Most messages allow an optional "tag" attribute. This is an opaque cookie supplied by the client in a particular exchange and echoed by the server; the intent is to simplify the process of matching a response received by the client with an outstanding request.

5.2. Protocol Messages

The core of this protocol consists of four message types, representing the basic request and response semantics needed to configure an RPKI engine to talk to its parent and its repository via the provisioning and publication protocols, respectively.

5.2.1. <child_request/>

The <child_request/> message is an initial setup request from a provisioning protocol child to its provisioning protocol parent.

Fields in the <child_request/> message:

   version:  The version attribute specifies the protocol version.  This
   
      note describes protocol version 1.
   
   tag:  The child MAY include a "tag" attribute in the request message.
   
   child_handle:  The child_handle attribute is what the child calls
      itself.  This is just a hint from the child to the parent, and the
      parent need not honor it.
   
   child_bpki_ta:  The <child_bpki_ta/> element is the child's BPKI
      identity, a self-signed X.509 BPKI certificate, encoded in Base64.

This CA certificate will be the issuer of the BPKI EE certificates corresponding to private keys that the child will use when sending provisioning protocol messages to the parent.
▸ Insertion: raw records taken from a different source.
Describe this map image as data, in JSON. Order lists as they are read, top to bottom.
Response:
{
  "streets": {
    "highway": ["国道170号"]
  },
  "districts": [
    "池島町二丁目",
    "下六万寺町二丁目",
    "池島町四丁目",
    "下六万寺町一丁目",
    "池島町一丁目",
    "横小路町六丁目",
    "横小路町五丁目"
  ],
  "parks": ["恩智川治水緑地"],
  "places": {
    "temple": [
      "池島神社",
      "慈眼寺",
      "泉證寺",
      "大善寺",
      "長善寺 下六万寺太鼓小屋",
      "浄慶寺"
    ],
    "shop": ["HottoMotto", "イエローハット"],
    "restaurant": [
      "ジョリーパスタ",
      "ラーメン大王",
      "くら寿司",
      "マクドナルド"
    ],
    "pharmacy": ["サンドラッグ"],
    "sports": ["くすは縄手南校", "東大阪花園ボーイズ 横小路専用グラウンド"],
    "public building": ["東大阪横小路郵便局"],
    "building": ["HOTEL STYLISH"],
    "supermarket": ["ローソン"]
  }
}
   ---------------------------------------------------------------------
   <child_request
       xmlns="http://www.hactrn.net/uris/rpki/rpki-setup/"
       version="1"
       child_handle="Bob">
     <child_bpki_ta>
       R29kIGlzIHJlYWwgdW5sZXNzIGRlY2xhcmVkIGludGVnZXI=
     </child_bpki_ta>
   </child_request>
   ---------------------------------------------------------------------

5.2.2. <parent_response/>

The <parent_response/> message is a response from a provisioning protocol parent to a provisioning protocol child that had previously sent a <child_request/> message.
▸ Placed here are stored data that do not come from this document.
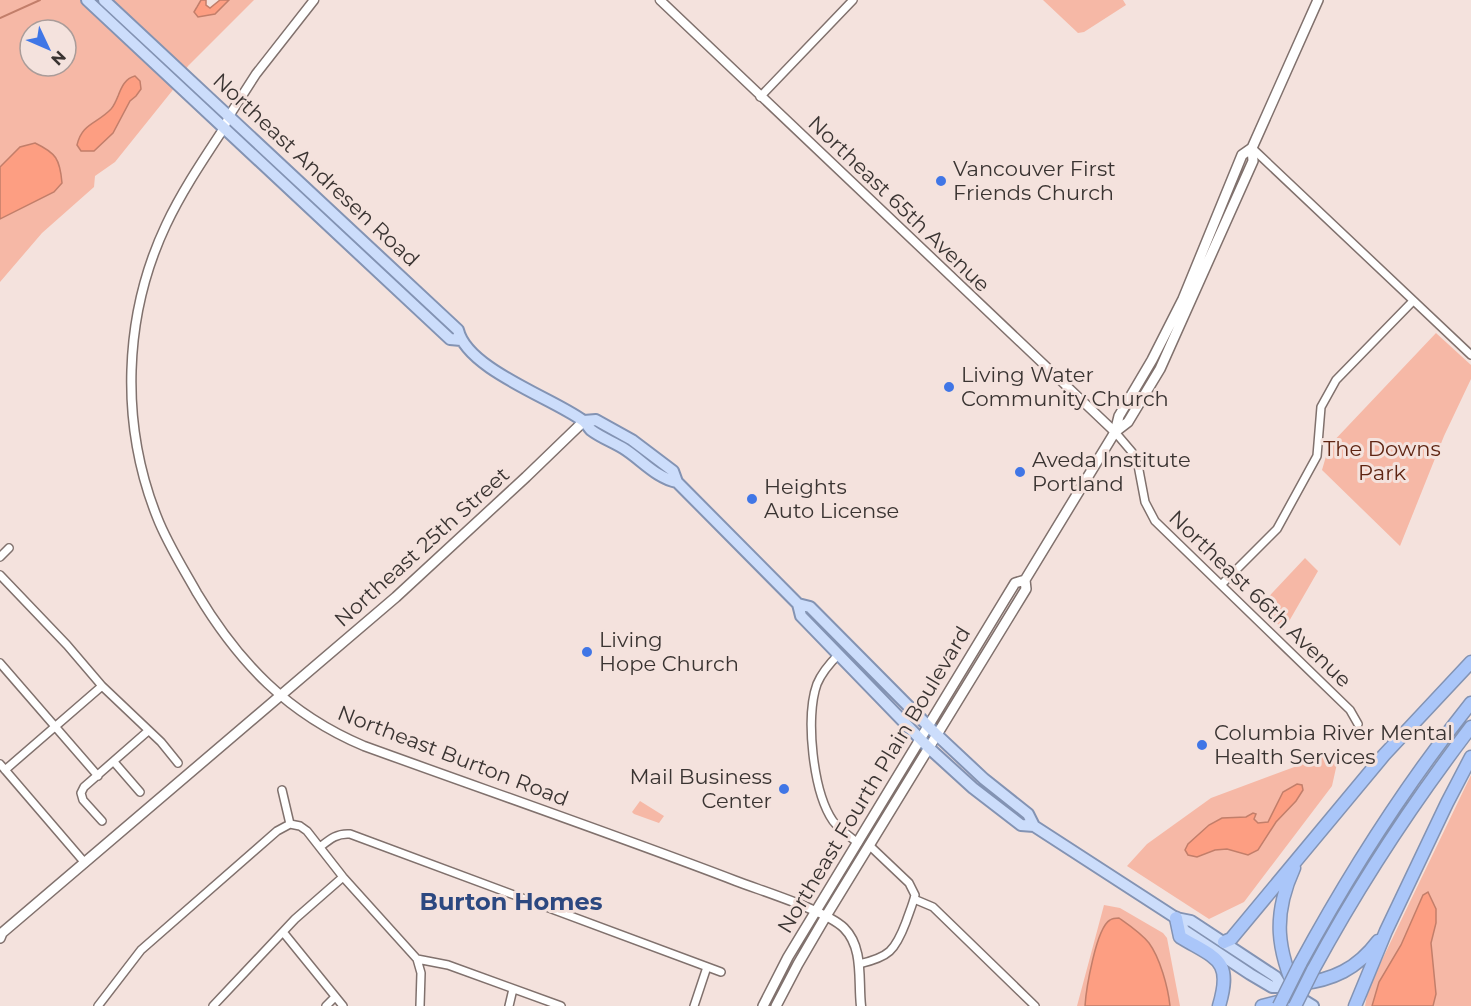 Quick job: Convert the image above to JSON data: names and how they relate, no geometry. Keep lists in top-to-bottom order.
{
  "streets": {
    "main road": ["Northeast Andresen Road", "Northeast 25th Street", "Northeast Fourth Plain Boulevard"],
    "street": ["Northeast 65th Avenue", "Northeast 66th Avenue", "Northeast Burton Road"]
  },
  "crossings": [
    ["Northeast Andresen Road", "Northeast 25th Street"],
    ["Northeast Andresen Road", "Northeast Burton Road"],
    ["Northeast Andresen Road", "Northeast Fourth Plain Boulevard"],
    ["Northeast 65th Avenue", "Northeast 66th Avenue"],
    ["Northeast 65th Avenue", "Northeast Fourth Plain Boulevard"],
    ["Northeast 25th Street", "Northeast Burton Road"],
    ["Northeast 66th Avenue", "Northeast Fourth Plain Boulevard"],
    ["Northeast Burton Road", "Northeast Fourth Plain Boulevard"]
  ],
  "districts": ["Burton Homes"],
  "parks": ["The Downs Park"],
  "places": [
    "Vancouver First Friends Church",
    "Living Water Community Church",
    "Aveda Institute Portland",
    "Heights Auto License",
    "Living Hope Church",
    "Columbia River Mental Health Services",
    "Mail Business Center"
  ],
  "north": "bottom right"
} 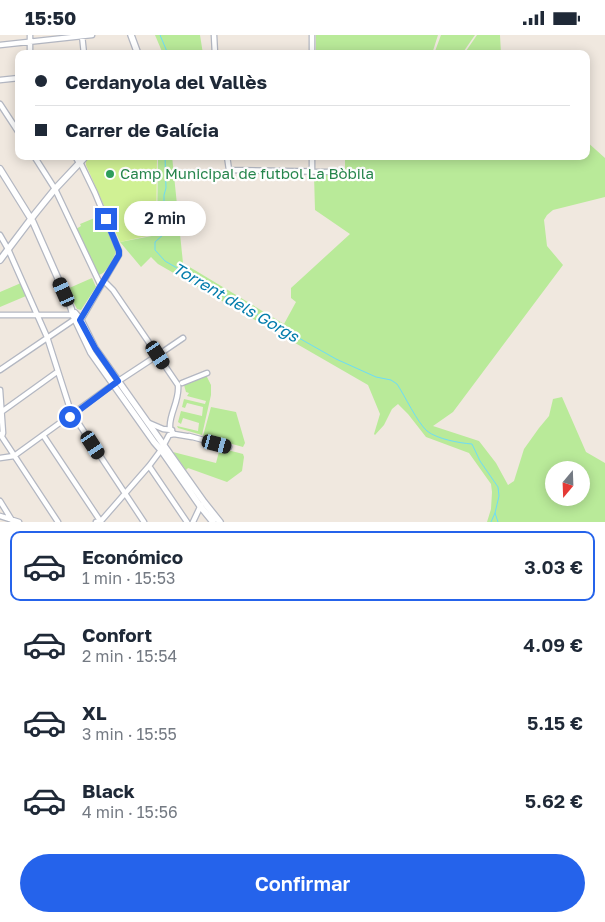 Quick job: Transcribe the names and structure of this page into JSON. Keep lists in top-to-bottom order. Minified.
{"water":["Torrent dels Gorgs"],"places":["Camp Municipal de futbol La Bòbila"],"north":"bottom","page":{"status":"15:50","banner":["Cerdanyola del Vallès","Carrer de Galícia"],"bubble":"2 min","list":[{"name":"Económico","note":"1 min · 15:53","value":"3.03 €"},{"name":"Confort","note":"2 min · 15:54","value":"4.09 €"},{"name":"XL","note":"3 min · 15:55","value":"5.15 €"},{"name":"Black","note":"4 min · 15:56","value":"5.62 €"}],"buttons":"Confirmar"}} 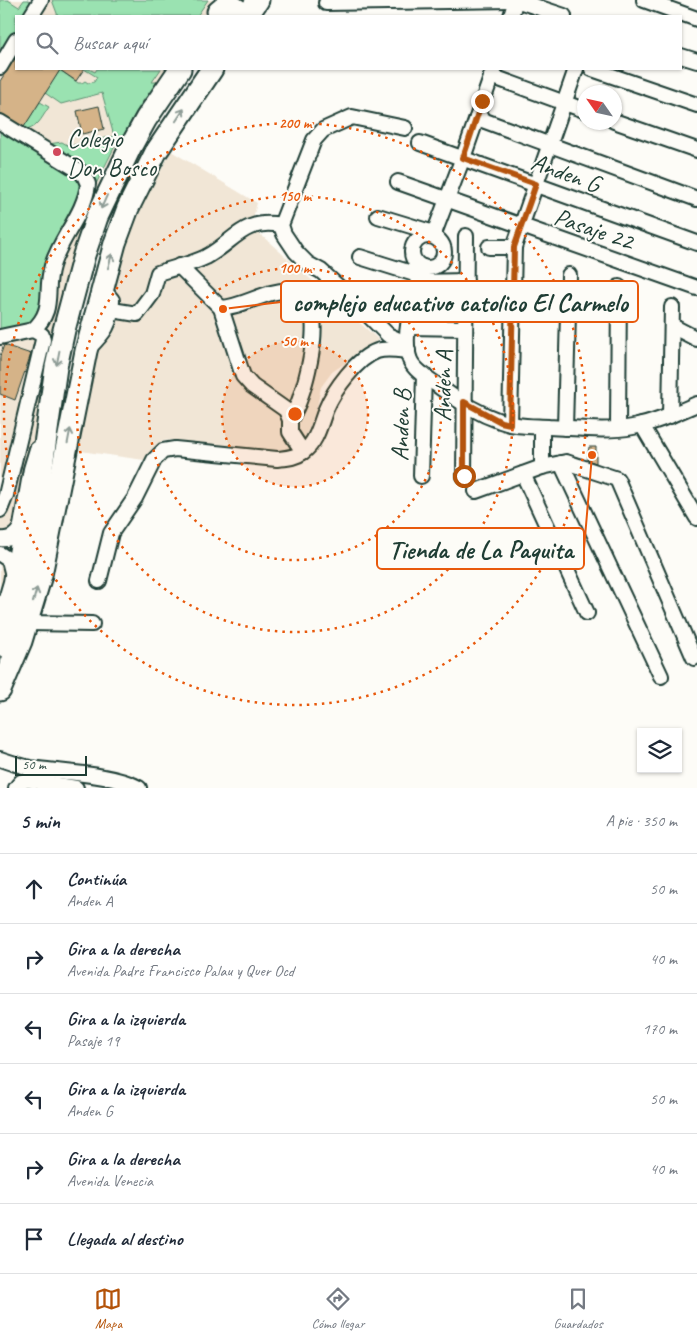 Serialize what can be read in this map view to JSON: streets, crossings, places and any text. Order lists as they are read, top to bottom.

Fields in the <parent_response/> message:

   version:  The version attribute specifies the protocol version.  This
      note describes protocol version 1.
   
   tag:  If the <child_request/> message included a "tag" attribute, the
      parent MUST include an identical "tag" attribute in the
      <parent_response/> message; if the request did not include a tag
      attribute, the response MUST NOT include a tag attribute either.
   
   service_uri:  The service_uri attribute contains an HTTP or HTTPS URL
      [RFC7230] that the child should contact for up-down [RFC6492]
      service.
   
   child_handle:  The child_handle attribute is the parent's name for
      the child.  This MAY match the child_handle from the
      <child_request/> message.  If they do not match, the parent wins,
      because the parent gets to dictate the names in the provisioning
      protocol.  This value is the sender field in provisioning protocol
      request messages and the recipient field in provisioning protocol
      response messages.
   
   parent_handle:  The parent_handle attribute is the parent's name for
      itself.  This value is the recipient field in provisioning
      protocol request messages and the sender field in provisioning
      protocol response messages.
   
   parent_bpki_ta:  The <parent_bpki_ta/> element is the parent's BPKI
      identity, a self-signed X.509 BPKI certificate.
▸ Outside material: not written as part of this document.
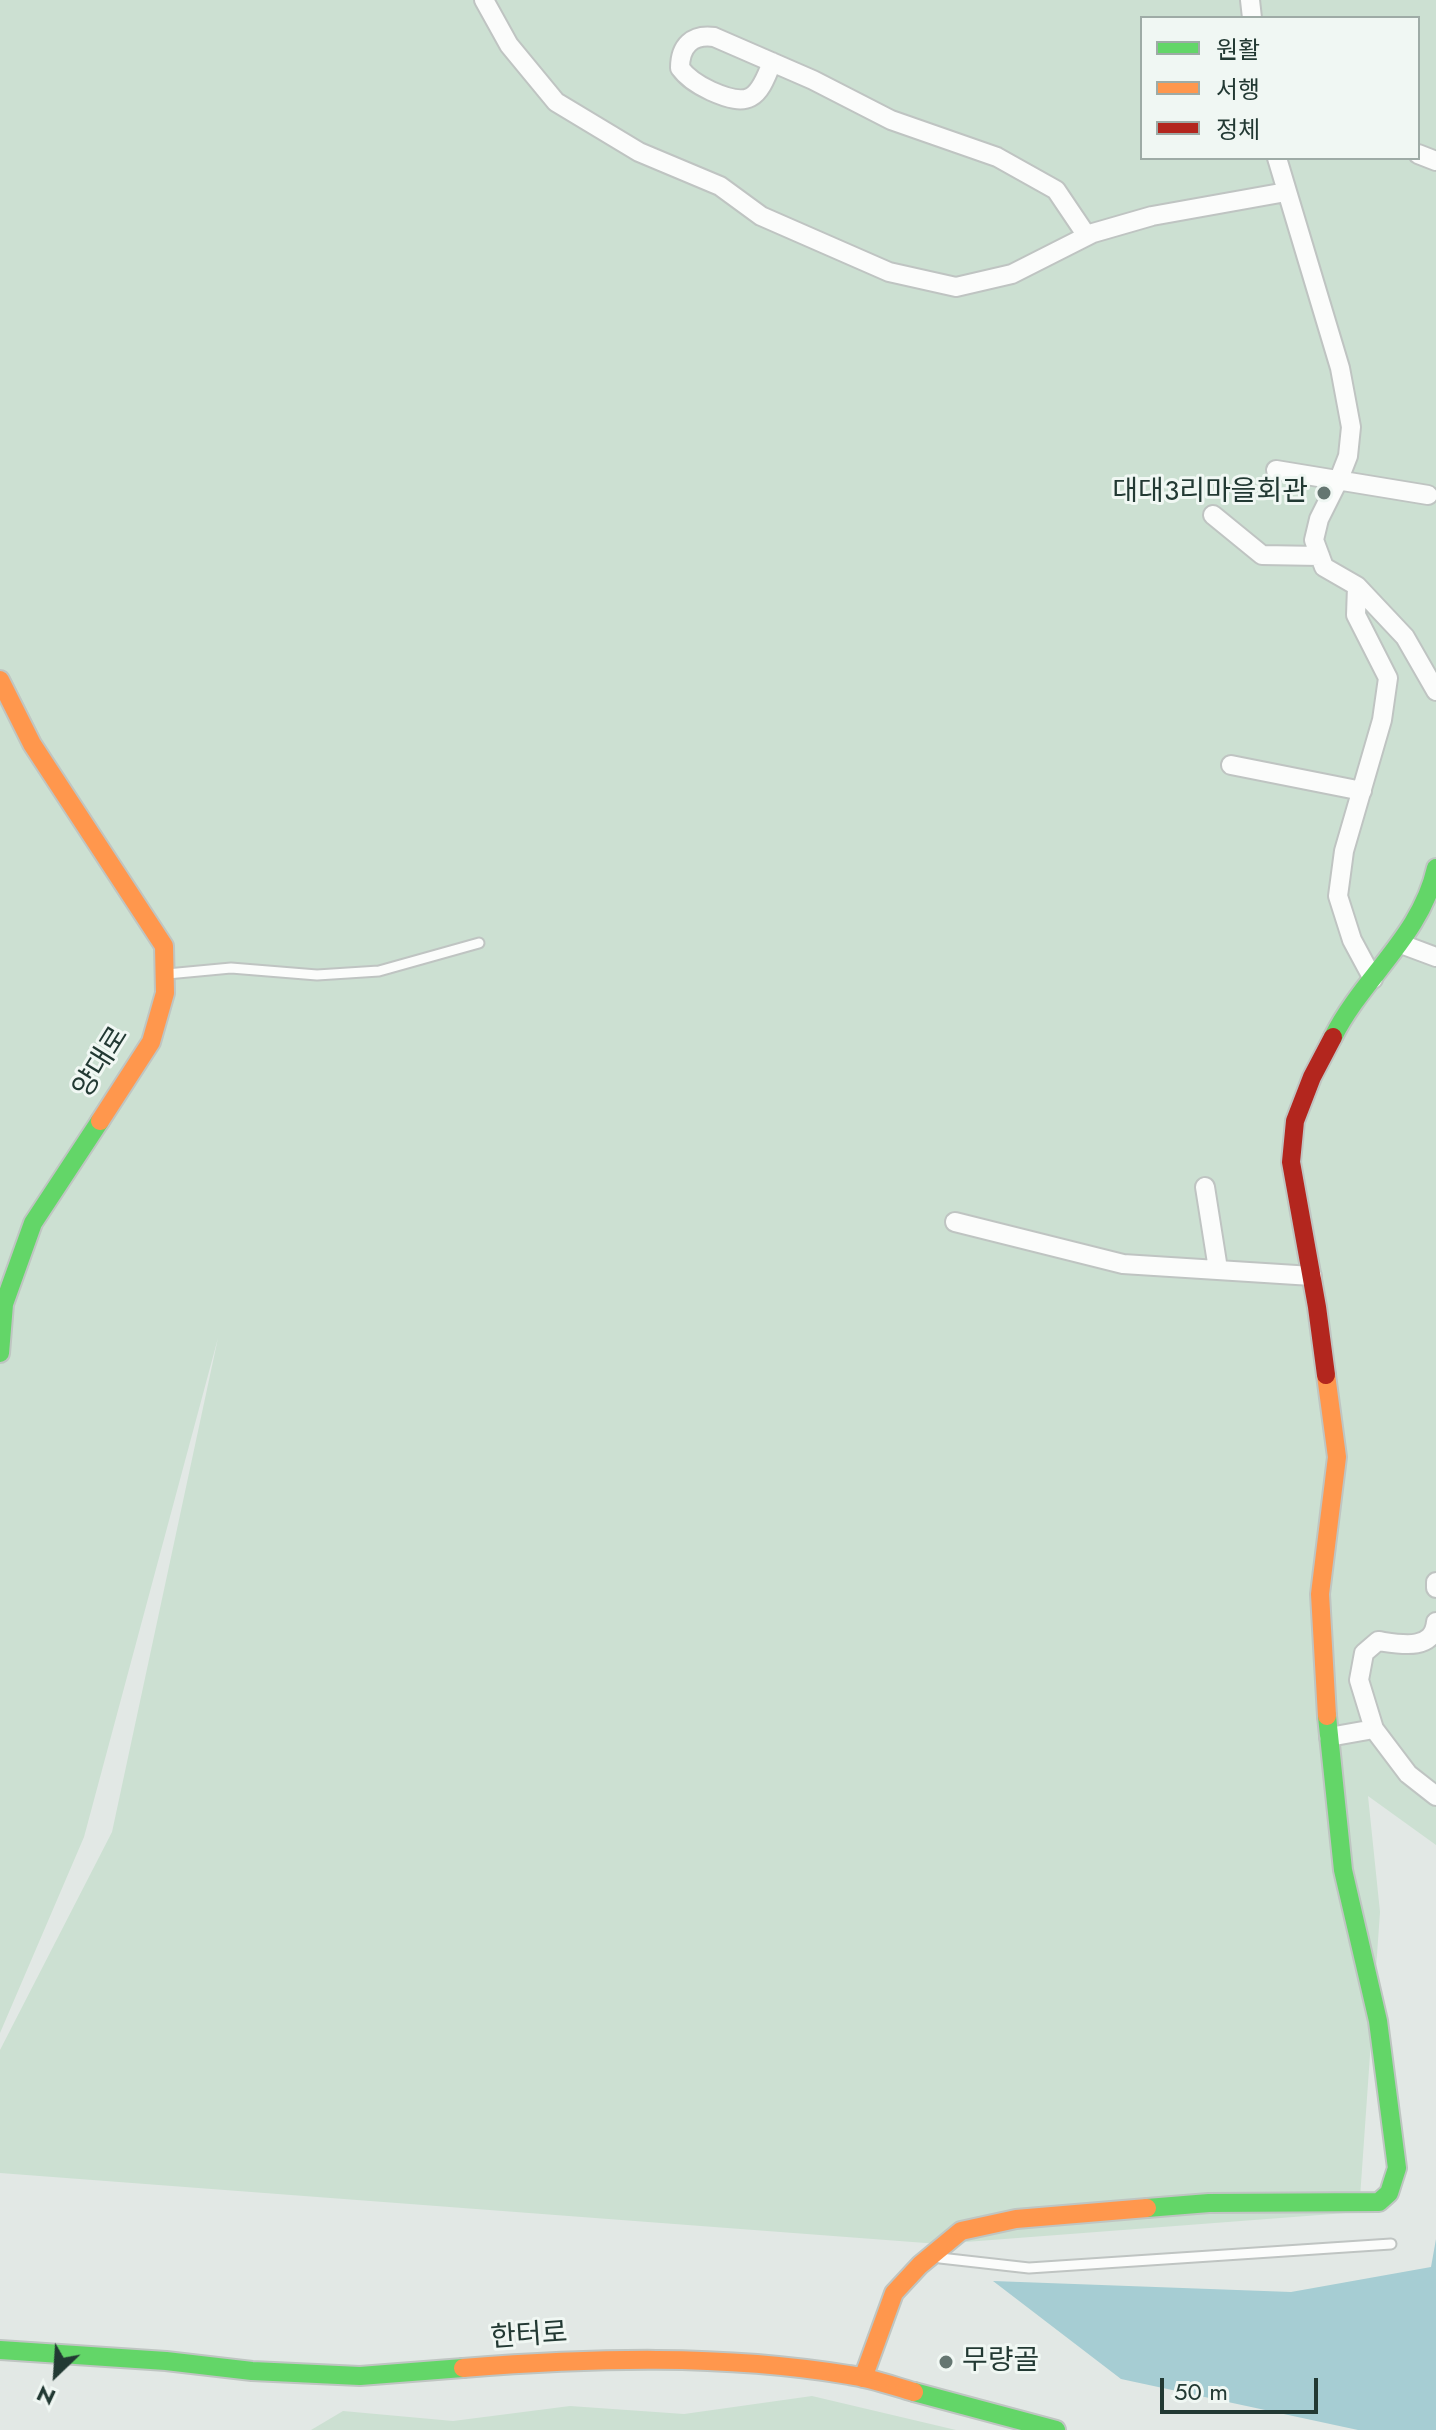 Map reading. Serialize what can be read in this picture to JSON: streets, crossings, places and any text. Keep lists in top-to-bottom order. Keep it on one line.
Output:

This certificate is the issuer of the BPKI EE certificates corresponding to private keys that the parent will use to sign provisioning protocol messages to the child.

   offer:  If an <offer/> element is present, the parent is offering
      publication service to the child.  The <offer/> element, if
      present, is empty.
   
   referral:  If <referral/> elements are present, they suggest third-
      party publication services which the child might use, and contain:
   
      referrer:  A referrer attribute, containing the handle by which
         the publication repository knows the parent,
   
      contact_uri:  An optional contact_uri attribute that the child may
         be able to follow for more information, and
   
      Authorization token:  The text of the <referral/> element is the
         Base64 encoding of a signed authorization token granting the
         child the right to use a portion of the parent's namespace at
         the publication repository in question.  See Section 5.3 for
         details on the authorization token.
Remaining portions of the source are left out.